PONTOS DE CULTURA EM SANTA CATARINA

Crônica publicada no Jornal A Notícia de Joinville. caderno ANEXO pag.03 em 08 de abril de 2010.

Olá, leitor. Depois do contato emocionado que tive com diversos Pontos de Cultura espalhados pelo país e vi de perto a teia por onde um grande cordão de cultura viva se estende, volto aqui para falar um pouco mais do programa Cultura Viva do Governo Federal. Fiz uma pesquisa para saber um pouco como isso acontece em Santa Catarina.

Atualmente são em torno de 60 Pontos divididos entre Xanxerê, Vargeão, Passos Maia, Jaguaruna, Fraiburgo, Seara, Campo Erê, Formosa do Sul, Palmitos, Laguna, Joinville, Maravilha, Araquari, Sombrio, Rio do Sul, Penha, Barra Velha, Pinhalzinho, Joaçaba, Canoinhas, Tubarão, Lages, São Francisco do Sul e Florianópolis. Há disponível na internet uma relação dos Pontos conveniados: “Multiplicando Talentos” em Criciúma, “Música no Planalto” em Curitibanos, “Fotografia para Todos” em Blumenau, “Dança Folclórica Alemã” em São Bonifácio, “Formas Animadas” em Itajaí, “Guerreiros do Amanhã” em Braços do Trombudo, “Cultura Solidária” em Fraiburgo, “Consciência Negra” do Vale do Itapocu e muitos outros. Associações de apoio à Criança e ao Adolescente, de apoio aos Idosos, Teatro, Arte Carijó. Isso estabelecido e já em andamento.

E cada um de nós sabe que há muita demanda nesse país tão rico. Parodiando a fala do secretário da Cultura eu diria: vamos desesconder o sul? Tem muita coisa boa por aqui que necessita ampliar-se e cruzar fronteiras. O Brasil não é só São Paulo e Rio de Janeiro. A capital de Santa Catarina não é Curitiba. Há isso e muito mais e certamente muita coisa acontecendo que ainda não foi listada. Isso dá uma dimensão da demanda existente no estado e no país.

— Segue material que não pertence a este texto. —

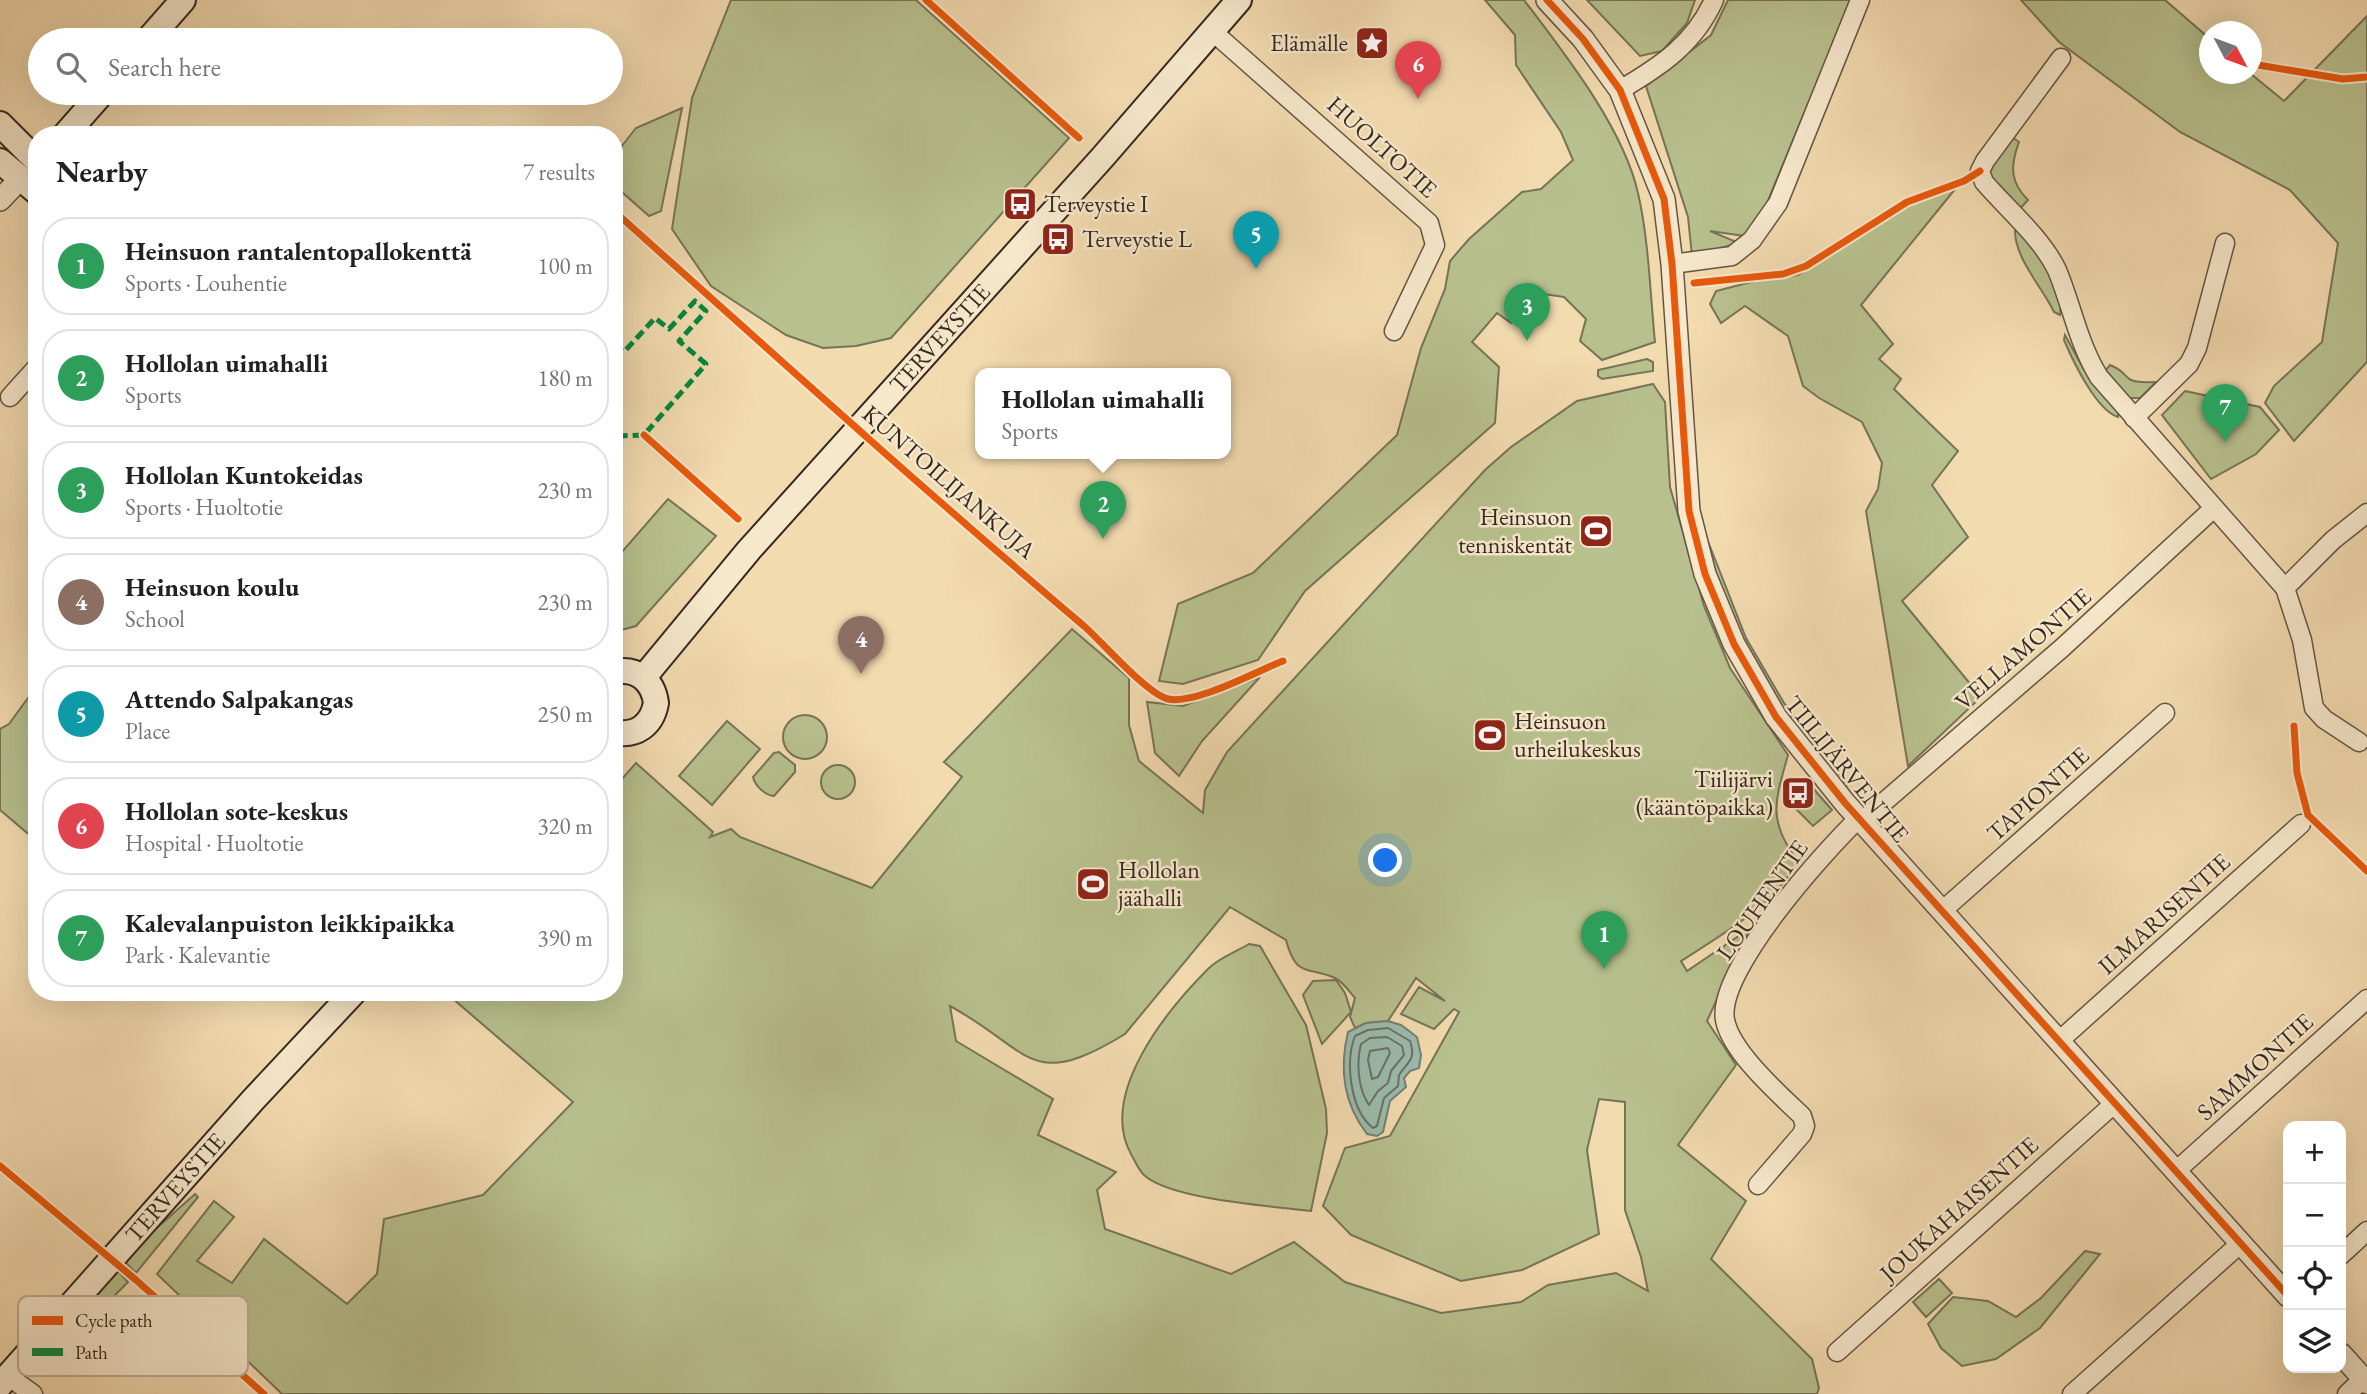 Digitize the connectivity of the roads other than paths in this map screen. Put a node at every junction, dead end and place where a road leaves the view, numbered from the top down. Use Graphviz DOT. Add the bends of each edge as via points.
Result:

O ministro Juca Ferreira esteve em Florianópolis e na ocasião conversou com artistas e produtores no sentido de discutir políticas públicas para o setor e também as demandas existentes. Um círculo de fortalecimento cultural no Brasil. Temos talentos no país – como os do mundo animação, citados pelo Ministro. Talentos que inclusive exportamos para outras partes do mundo. Alegria de viver, inteligência corporal, capacidade de lidar com a diversidade – características que interessam ao mundo todo. A alegria e a força do nosso fazer potencializa nossas ações e temos de tirar proveito disso ao invés de copiar cartilhas e manuais americanos e europeus. Eles mesmos querem aprender conosco. Descobrir de onde extraímos “nosso jeito”. Mas é preciso pensar nesse sistema como algo mais complexo. A institucionalização da cultura com infra-estrutura dada pelo Estado para garantir a continuidade das atividades que se vêm implementando. Sempre lembrando que a coisa deve ocorrer sem paternalismo.

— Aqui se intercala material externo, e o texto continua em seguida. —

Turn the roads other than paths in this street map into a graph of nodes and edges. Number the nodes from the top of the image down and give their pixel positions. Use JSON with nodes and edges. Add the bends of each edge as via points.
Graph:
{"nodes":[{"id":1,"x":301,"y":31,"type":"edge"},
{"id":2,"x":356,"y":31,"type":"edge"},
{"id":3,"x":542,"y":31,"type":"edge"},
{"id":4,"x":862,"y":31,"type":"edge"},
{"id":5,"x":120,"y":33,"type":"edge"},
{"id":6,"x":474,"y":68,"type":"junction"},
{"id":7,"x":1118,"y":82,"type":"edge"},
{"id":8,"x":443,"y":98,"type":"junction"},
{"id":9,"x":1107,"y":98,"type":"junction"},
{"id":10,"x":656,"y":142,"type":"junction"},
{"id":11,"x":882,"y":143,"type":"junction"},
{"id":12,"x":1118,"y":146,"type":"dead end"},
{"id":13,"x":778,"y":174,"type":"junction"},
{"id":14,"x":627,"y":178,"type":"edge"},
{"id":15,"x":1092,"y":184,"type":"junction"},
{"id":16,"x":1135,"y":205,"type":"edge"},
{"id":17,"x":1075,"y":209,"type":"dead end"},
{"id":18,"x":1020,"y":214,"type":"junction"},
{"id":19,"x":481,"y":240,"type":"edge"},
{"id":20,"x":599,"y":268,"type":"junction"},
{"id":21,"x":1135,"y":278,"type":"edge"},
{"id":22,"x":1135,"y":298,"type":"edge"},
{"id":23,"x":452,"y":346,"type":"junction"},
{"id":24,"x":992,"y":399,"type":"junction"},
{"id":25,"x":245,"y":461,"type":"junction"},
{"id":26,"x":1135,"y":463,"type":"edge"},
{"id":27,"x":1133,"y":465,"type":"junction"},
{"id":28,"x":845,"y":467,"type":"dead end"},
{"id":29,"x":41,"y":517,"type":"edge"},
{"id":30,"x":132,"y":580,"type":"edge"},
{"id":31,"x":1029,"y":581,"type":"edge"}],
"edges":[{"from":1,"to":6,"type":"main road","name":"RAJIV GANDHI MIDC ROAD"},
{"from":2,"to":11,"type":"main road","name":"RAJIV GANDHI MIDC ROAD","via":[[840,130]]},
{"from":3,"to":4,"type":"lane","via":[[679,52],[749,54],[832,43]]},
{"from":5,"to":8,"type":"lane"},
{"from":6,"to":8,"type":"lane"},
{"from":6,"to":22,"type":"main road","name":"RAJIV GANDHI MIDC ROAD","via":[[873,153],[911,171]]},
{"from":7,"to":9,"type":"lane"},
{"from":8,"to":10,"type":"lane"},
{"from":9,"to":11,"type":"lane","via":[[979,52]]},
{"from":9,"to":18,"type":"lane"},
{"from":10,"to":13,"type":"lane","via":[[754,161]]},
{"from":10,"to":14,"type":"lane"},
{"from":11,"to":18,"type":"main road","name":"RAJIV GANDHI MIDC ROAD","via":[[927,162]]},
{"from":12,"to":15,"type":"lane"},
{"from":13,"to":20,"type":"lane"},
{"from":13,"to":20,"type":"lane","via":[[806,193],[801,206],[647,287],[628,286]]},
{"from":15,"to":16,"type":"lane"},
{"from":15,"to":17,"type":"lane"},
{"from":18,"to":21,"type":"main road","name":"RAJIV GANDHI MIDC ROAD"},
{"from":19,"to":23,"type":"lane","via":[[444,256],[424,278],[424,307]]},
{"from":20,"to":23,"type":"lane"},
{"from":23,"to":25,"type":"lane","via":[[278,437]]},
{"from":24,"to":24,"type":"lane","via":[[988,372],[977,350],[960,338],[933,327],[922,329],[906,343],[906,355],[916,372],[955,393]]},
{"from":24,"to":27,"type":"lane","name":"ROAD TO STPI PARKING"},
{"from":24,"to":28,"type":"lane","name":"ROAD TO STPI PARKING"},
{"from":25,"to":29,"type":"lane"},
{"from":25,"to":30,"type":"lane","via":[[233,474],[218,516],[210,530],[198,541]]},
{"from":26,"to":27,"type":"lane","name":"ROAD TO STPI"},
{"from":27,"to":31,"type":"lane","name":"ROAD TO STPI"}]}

A base deve estar no talento e o apoio é alavanca para tirar da inércia. Há que se trabalhar com parcerias entre os municípios, os estados, a federação e a sociedade civil para expandir e garantir a continuidade desse objetivo. Não é só votar.

Como disse Juca Ferreira, há mecanismos de participação da sociedade que devem ser acionados. Ele coloca que nessa questão da cultura há três dimensões: uma de Cultura enquanto fato simbólico, criando condições para ganho de significado pleno, legitimada; a segunda se refere ao direito de cidadania e acesso à cultura e a terceira é a cultura como economia, a que mais cresce no mundo, não polui, é democrática e não tem no Brasil reconhecimento necessário. E é uma economia que se desenvolveu espontaneamente. Tem potencial. Tem demanda. Tem mercado. Um incentivo à economia da cultura está lançado. Tem muita gente já trabalhando nisso aqui em Santa Catarina. Vamos nos juntar a eles atrás de “desesconder” o potencial catarinense? Vamos acreditar e ter otimismo. E trabalhar. Além de todo o bem inerente, ainda melhoramos nosso sistema imunológico. E tiramos os véus. Por isso o Secretário de Cultura Célio Turino, autor do projeto, fala em potência e afetividade como base do movimento. Porque é um movimento que nasce do povo e é potencializado pelo Município, pelo Estado, pelo País. E aí ninguém segura mais a gente. Somos um.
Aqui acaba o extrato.